SUMMARY OF THE INVENTION

[0022] The present invention substantially meets the needs of the industry. Control of the needle valve multiple times during an injection event is achieved by a device that permits the spool valve to cycle only a single time, open at the initiation of the injection event and close after the termination of the injection event, and the intensifier piston to maintain a continuous compressing stroke during the injection event.

[0023] The present invention is a hydraulically actuated, intensified fuel injector includes a controller achieving a desired injection control strategy by selectively independently porting actuating fluid to and venting actuating fluid from an intensifier piston to control the compressive stroke of the intensifier piston and selectively independently porting actuating fluid to and venting actuating fluid from a needle valve to control the opening and closing of the needle valve during the injection event. The present invention is further a method of control.

BRIEF DESCRIPTION OF THE DRAWINGS

[0024]FIG. 1 is a sectional view of a prior art fuel injector;

[0025]FIG. 2 is a sectional view of the dual control valve of the present invention with both valves on the off position;

[0026]FIG. 3 is a sectional view of the dual control valve of the present invention with both valves on the on position; and

[0027]FIG. 4 is a sectional view of a fuel injector incorporating the dual control valve of the present invention.
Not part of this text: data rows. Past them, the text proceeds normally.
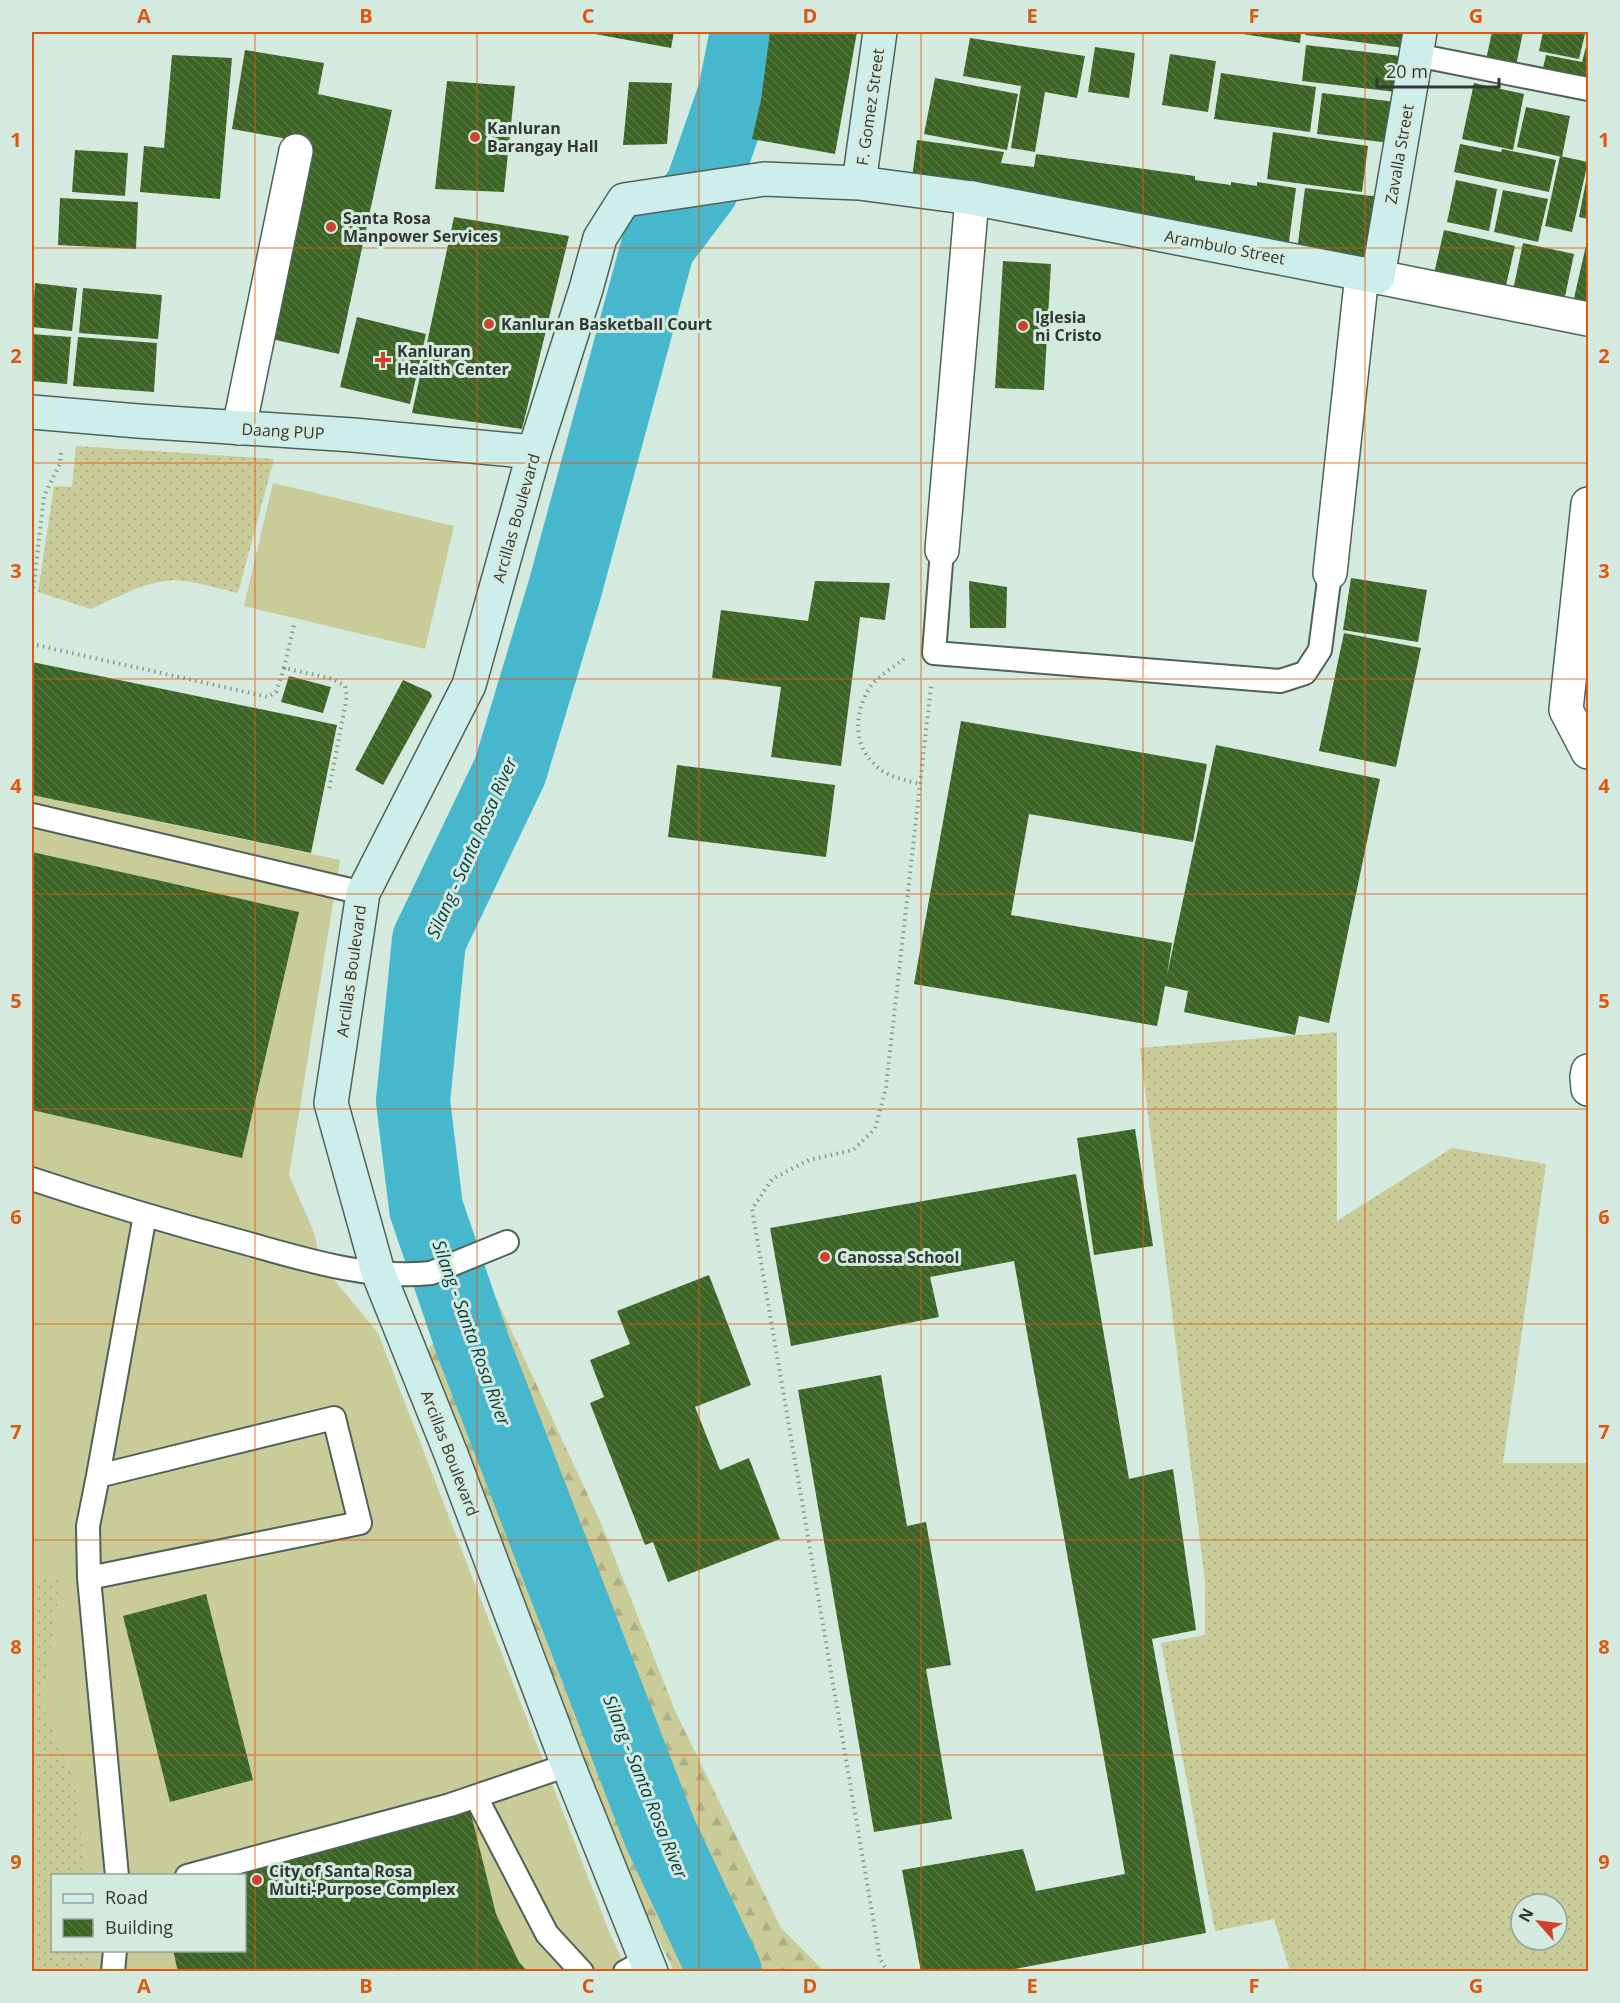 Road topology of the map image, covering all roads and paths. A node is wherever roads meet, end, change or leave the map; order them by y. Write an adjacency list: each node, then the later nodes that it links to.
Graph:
1 (880, 32): 5 (main road, F. Gomez Street)
2 (1418, 43): 3 (lane); 7 (main road, Zavalla Street)
3 (1588, 89)
4 (296, 151): 11 (street)
5 (859, 183): 6 (main road, Arambulo Street); 12 (main road, Arcillas Boulevard)
6 (972, 198): 7 (main road, Arambulo Street); 14 (street)
7 (1370, 275): 8 (street, Arambulo Street); 15 (street)
8 (1588, 319)
9 (32, 412): 10 (main road, Daang PUP)
10 (66, 416): 11 (main road, Daang PUP); 16 (path)
11 (240, 428): 12 (main road, Daang PUP)
12 (534, 452): 26 (main road, Arcillas Boulevard)
13 (1588, 504): 20 (street)
14 (942, 550): 19 (lane)
15 (1330, 573): 19 (lane)
16 (32, 600)
17 (294, 625): 21 (path)
18 (32, 642): 21 (path)
19 (934, 653): 23 (path); 23 (path)
20 (1580, 658): 22 (street)
21 (284, 668): 24 (path)
22 (1588, 752)
23 (920, 783): 43 (path)
24 (329, 790)
25 (32, 815): 26 (lane)
26 (363, 893): 32 (main road, Arcillas Boulevard)
27 (1588, 1071): 28 (street)
28 (1588, 1089)
29 (32, 1179): 30 (lane)
30 (145, 1215): 32 (lane); 33 (lane)
31 (507, 1242): 32 (lane)
32 (378, 1272): 35 (main road, Arcillas Boulevard)
33 (98, 1476): 34 (lane); 34 (lane)
34 (89, 1578): 37 (lane)
35 (568, 1765): 36 (lane); 40 (main road, Arcillas Boulevard)
36 (476, 1797): 38 (lane); 42 (lane)
37 (117, 1874)
38 (191, 1874)
39 (115, 1952): 41 (lane)
40 (640, 1968)
41 (113, 1971)
42 (582, 1971)
43 (888, 1971) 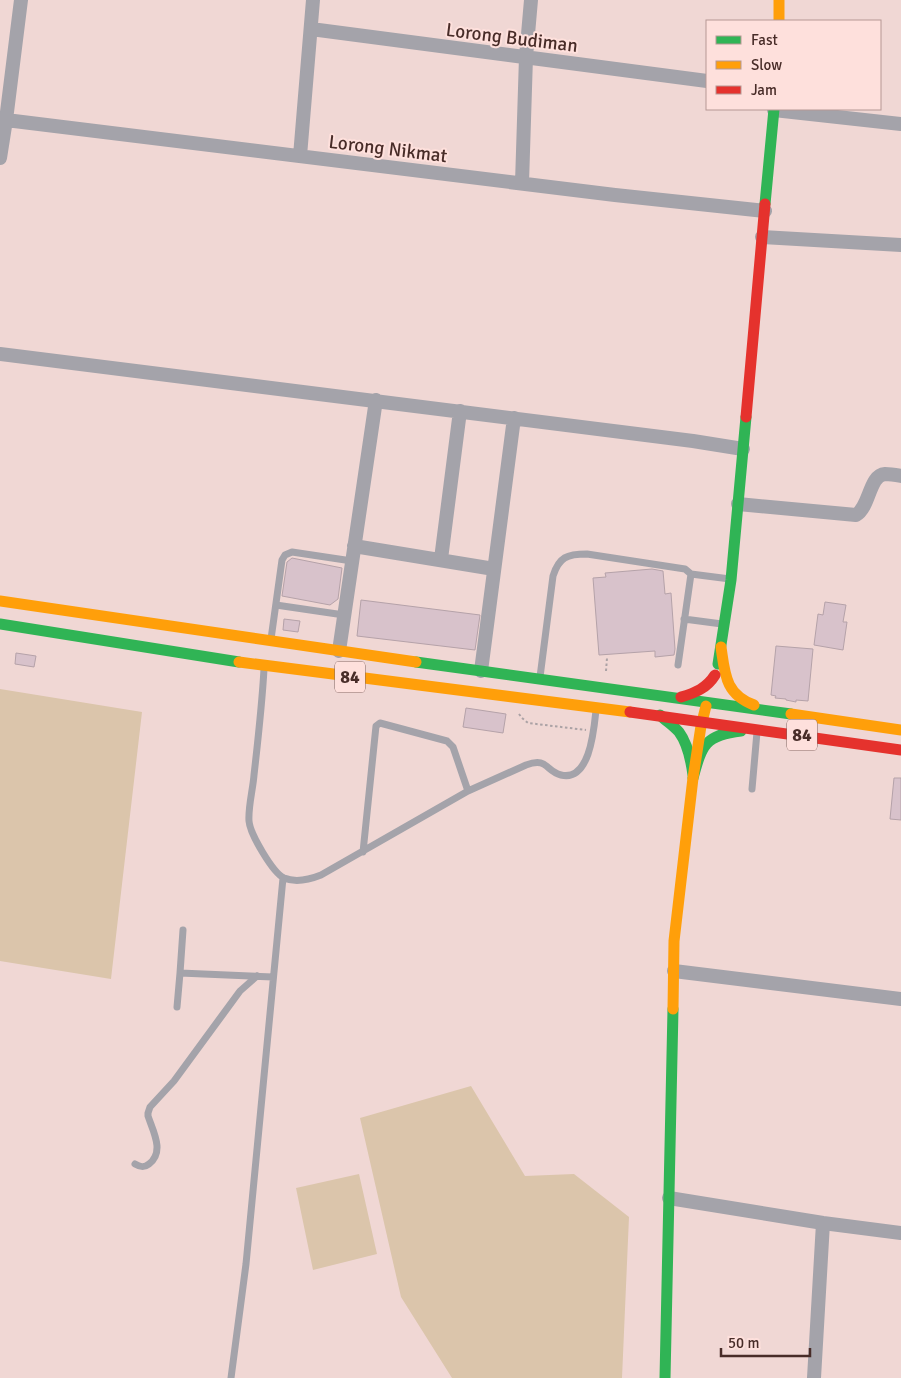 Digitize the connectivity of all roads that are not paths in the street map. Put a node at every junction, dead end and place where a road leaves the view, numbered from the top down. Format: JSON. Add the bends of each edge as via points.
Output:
{"nodes":[{"id":1,"x":21,"y":0,"type":"edge"},
{"id":2,"x":313,"y":0,"type":"edge"},
{"id":3,"x":531,"y":0,"type":"edge"},
{"id":4,"x":779,"y":0,"type":"edge"},
{"id":5,"x":779,"y":20,"type":"edge"},
{"id":6,"x":311,"y":29,"type":"junction"},
{"id":7,"x":526,"y":58,"type":"junction"},
{"id":8,"x":706,"y":81,"type":"edge"},
{"id":9,"x":774,"y":110,"type":"edge"},
{"id":10,"x":901,"y":124,"type":"edge"},
{"id":11,"x":4,"y":128,"type":"edge"},
{"id":12,"x":300,"y":156,"type":"junction"},
{"id":13,"x":0,"y":158,"type":"edge"},
{"id":14,"x":522,"y":184,"type":"junction"},
{"id":15,"x":765,"y":211,"type":"junction"},
{"id":16,"x":762,"y":237,"type":"junction"},
{"id":17,"x":901,"y":245,"type":"edge"},
{"id":18,"x":0,"y":354,"type":"edge"},
{"id":19,"x":376,"y":400,"type":"junction"},
{"id":20,"x":460,"y":411,"type":"junction"},
{"id":21,"x":514,"y":418,"type":"junction"},
{"id":22,"x":743,"y":449,"type":"junction"},
{"id":23,"x":901,"y":476,"type":"edge"},
{"id":24,"x":738,"y":504,"type":"junction"},
{"id":25,"x":354,"y":546,"type":"junction"},
{"id":26,"x":441,"y":560,"type":"junction"},
{"id":27,"x":352,"y":561,"type":"junction"},
{"id":28,"x":494,"y":569,"type":"junction"},
{"id":29,"x":691,"y":574,"type":"junction"},
{"id":30,"x":731,"y":580,"type":"junction"},
{"id":31,"x":0,"y":601,"type":"edge"},
{"id":32,"x":276,"y":605,"type":"junction"},
{"id":33,"x":344,"y":615,"type":"junction"},
{"id":34,"x":684,"y":619,"type":"junction"},
{"id":35,"x":0,"y":624,"type":"edge"},
{"id":36,"x":724,"y":625,"type":"junction"},
{"id":37,"x":270,"y":641,"type":"junction"},
{"id":38,"x":721,"y":647,"type":"junction"},
{"id":39,"x":339,"y":651,"type":"junction"},
{"id":40,"x":678,"y":665,"type":"dead end"},
{"id":41,"x":265,"y":666,"type":"junction"},
{"id":42,"x":481,"y":671,"type":"junction"},
{"id":43,"x":715,"y":675,"type":"junction"},
{"id":44,"x":540,"y":679,"type":"junction"},
{"id":45,"x":678,"y":698,"type":"junction"},
{"id":46,"x":707,"y":702,"type":"junction"},
{"id":47,"x":597,"y":706,"type":"junction"},
{"id":48,"x":767,"y":710,"type":"junction"},
{"id":49,"x":660,"y":715,"type":"junction"},
{"id":50,"x":702,"y":721,"type":"junction"},
{"id":51,"x":756,"y":729,"type":"junction"},
{"id":52,"x":901,"y":730,"type":"edge"},
{"id":53,"x":901,"y":750,"type":"edge"},
{"id":54,"x":693,"y":778,"type":"junction"},
{"id":55,"x":752,"y":789,"type":"dead end"},
{"id":56,"x":468,"y":791,"type":"junction"},
{"id":57,"x":363,"y":852,"type":"junction"},
{"id":58,"x":283,"y":878,"type":"junction"},
{"id":59,"x":183,"y":930,"type":"dead end"},
{"id":60,"x":674,"y":971,"type":"junction"},
{"id":61,"x":180,"y":972,"type":"junction"},
{"id":62,"x":258,"y":976,"type":"junction"},
{"id":63,"x":273,"y":977,"type":"junction"},
{"id":64,"x":901,"y":999,"type":"edge"},
{"id":65,"x":177,"y":1006,"type":"dead end"},
{"id":66,"x":135,"y":1164,"type":"dead end"},
{"id":67,"x":669,"y":1198,"type":"junction"},
{"id":68,"x":823,"y":1223,"type":"junction"},
{"id":69,"x":901,"y":1233,"type":"edge"},
{"id":70,"x":231,"y":1378,"type":"edge"},
{"id":71,"x":665,"y":1378,"type":"edge"},
{"id":72,"x":814,"y":1378,"type":"edge"}],
"edges":[{"from":1,"to":11,"type":"street"},
{"from":2,"to":6,"type":"street"},
{"from":3,"to":7,"type":"street"},
{"from":4,"to":5,"type":"main road"},
{"from":6,"to":7,"type":"street","name":"Lorong Budiman"},
{"from":6,"to":12,"type":"street"},
{"from":7,"to":8,"type":"street","name":"Lorong Budiman"},
{"from":7,"to":14,"type":"street"},
{"from":9,"to":10,"type":"street"},
{"from":9,"to":15,"type":"main road"},
{"from":11,"to":12,"type":"street","name":"Lorong Nikmat"},
{"from":11,"to":13,"type":"street"},
{"from":12,"to":14,"type":"street","name":"Lorong Nikmat"},
{"from":14,"to":15,"type":"street","name":"Lorong Nikmat"},
{"from":15,"to":16,"type":"main road"},
{"from":16,"to":17,"type":"street"},
{"from":16,"to":22,"type":"main road"},
{"from":18,"to":19,"type":"street"},
{"from":19,"to":20,"type":"street"},
{"from":19,"to":25,"type":"street"},
{"from":20,"to":21,"type":"street"},
{"from":20,"to":26,"type":"street"},
{"from":21,"to":22,"type":"street"},
{"from":21,"to":28,"type":"street"},
{"from":22,"to":24,"type":"main road"},
{"from":23,"to":24,"type":"street","via":[[879,476],[863,510],[856,515]]},
{"from":24,"to":30,"type":"main road"},
{"from":25,"to":26,"type":"street"},
{"from":25,"to":27,"type":"street"},
{"from":26,"to":28,"type":"street"},
{"from":27,"to":32,"type":"lane","via":[[288,553],[282,560]]},
{"from":27,"to":33,"type":"street"},
{"from":28,"to":42,"type":"street"},
{"from":29,"to":30,"type":"lane"},
{"from":29,"to":34,"type":"lane"},
{"from":29,"to":44,"type":"lane","via":[[685,569],[587,554],[564,558],[556,566],[553,576]]},
{"from":30,"to":36,"type":"main road"},
{"from":31,"to":37,"type":"main road","number":"84"},
{"from":32,"to":33,"type":"lane"},
{"from":32,"to":37,"type":"lane"},
{"from":33,"to":39,"type":"street"},
{"from":34,"to":36,"type":"lane"},
{"from":34,"to":40,"type":"lane"},
{"from":35,"to":41,"type":"main road","number":"84"},
{"from":36,"to":38,"type":"main road"},
{"from":37,"to":39,"type":"main road","number":"84"},
{"from":38,"to":43,"type":"main road"},
{"from":38,"to":48,"type":"main road","via":[[726,680],[733,692],[745,702]]},
{"from":39,"to":42,"type":"main road","number":"84"},
{"from":41,"to":47,"type":"main road","number":"84"},
{"from":41,"to":58,"type":"lane","via":[[249,820],[254,839]]},
{"from":42,"to":44,"type":"main road","number":"84"},
{"from":43,"to":45,"type":"main road","via":[[701,690]]},
{"from":43,"to":46,"type":"main road"},
{"from":44,"to":45,"type":"main road","number":"84"},
{"from":45,"to":46,"type":"main road","number":"84"},
{"from":46,"to":48,"type":"main road","number":"84"},
{"from":46,"to":50,"type":"main road"},
{"from":47,"to":49,"type":"main road","number":"84"},
{"from":47,"to":56,"type":"lane","via":[[594,731],[584,766],[579,771],[562,775],[540,762],[534,762]]},
{"from":48,"to":52,"type":"main road","number":"84"},
{"from":49,"to":50,"type":"main road","number":"84"},
{"from":49,"to":54,"type":"main road","via":[[687,746]]},
{"from":50,"to":51,"type":"main road","number":"84"},
{"from":50,"to":54,"type":"main road"},
{"from":51,"to":53,"type":"main road","number":"84"},
{"from":51,"to":54,"type":"main road","via":[[722,734],[705,744]]},
{"from":51,"to":55,"type":"lane"},
{"from":54,"to":60,"type":"main road","via":[[675,927]]},
{"from":56,"to":57,"type":"lane"},
{"from":56,"to":57,"type":"lane","via":[[447,740],[378,723]]},
{"from":57,"to":58,"type":"lane","via":[[312,879]]},
{"from":58,"to":63,"type":"lane"},
{"from":59,"to":61,"type":"lane"},
{"from":60,"to":64,"type":"street"},
{"from":60,"to":67,"type":"main road"},
{"from":61,"to":62,"type":"lane"},
{"from":61,"to":65,"type":"lane"},
{"from":62,"to":63,"type":"lane"},
{"from":62,"to":66,"type":"lane","via":[[240,991],[174,1082],[150,1107],[148,1116],[158,1152],[145,1166]]},
{"from":63,"to":70,"type":"lane","via":[[246,1264]]},
{"from":67,"to":68,"type":"street"},
{"from":67,"to":71,"type":"main road"},
{"from":68,"to":69,"type":"street"},
{"from":68,"to":72,"type":"street"}]}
DETAILED DESCRIPTION OF THE PREFERRED EMBODIMENT

[0028] The present invention is related to the dual control valve, shown generally at 500 in the FIGS. 2 and 3, and the application of the dual control valve 500 to a fuel injection system in FIG. 4.

[0029] Referring to FIGS. 2 and 3, the dual control valve 500 has two major components, pressure control valve 502 and timing control valve 504. The pressure control valve 502 and timing control valve 504 of the control valve 500 each include a dedicated respective control coil 506, 508 and cap assemblies 510, 512, respective return springs 514, 516. The pressure control valve 502 includes a single balanced spool valve 518. The timing control valve 504 is comprised of a half spool valve 520 (The timing control valve 504 may also be a poppet valve). Both valves 502, 504 are depicted being on the same longitudinal axis and in this configuration may be installed from both ends in a bore 522 defined in a common housing 524. It should be noted that the valves 502, 504 need not be in the depicted coaxial disposition.

[0030] Both valves 502,504 are never in contact with each other and accordingly the valves 502, 504 can be operated independently without interference. Both valves 502, 504 are electronically energized to the on position of FIG. 3 and returned by the respective return spring 514, 516 to the off position of FIG. 2. Both spool valves 502, 504 have a respective large disk plate 524, 526 at one end (air gap side 528, 530) to provide a large magnetic force to provide for actuation of the respective spool valves 502, 504. The disk plates 524, 526 also provide a stop function to the respective spool valves 502, 504 when the respective disk plate 524, 526 has reached (is seated on) either the respective valve housing stop 532, 534 or the respective end cap stop 536, 538. Actuating fluid forms from the high pressure rail 542 as controlled by the valves 502, 504. Actuating fluid is vented via vents 537, 539 as controlled by the valves 502, 504.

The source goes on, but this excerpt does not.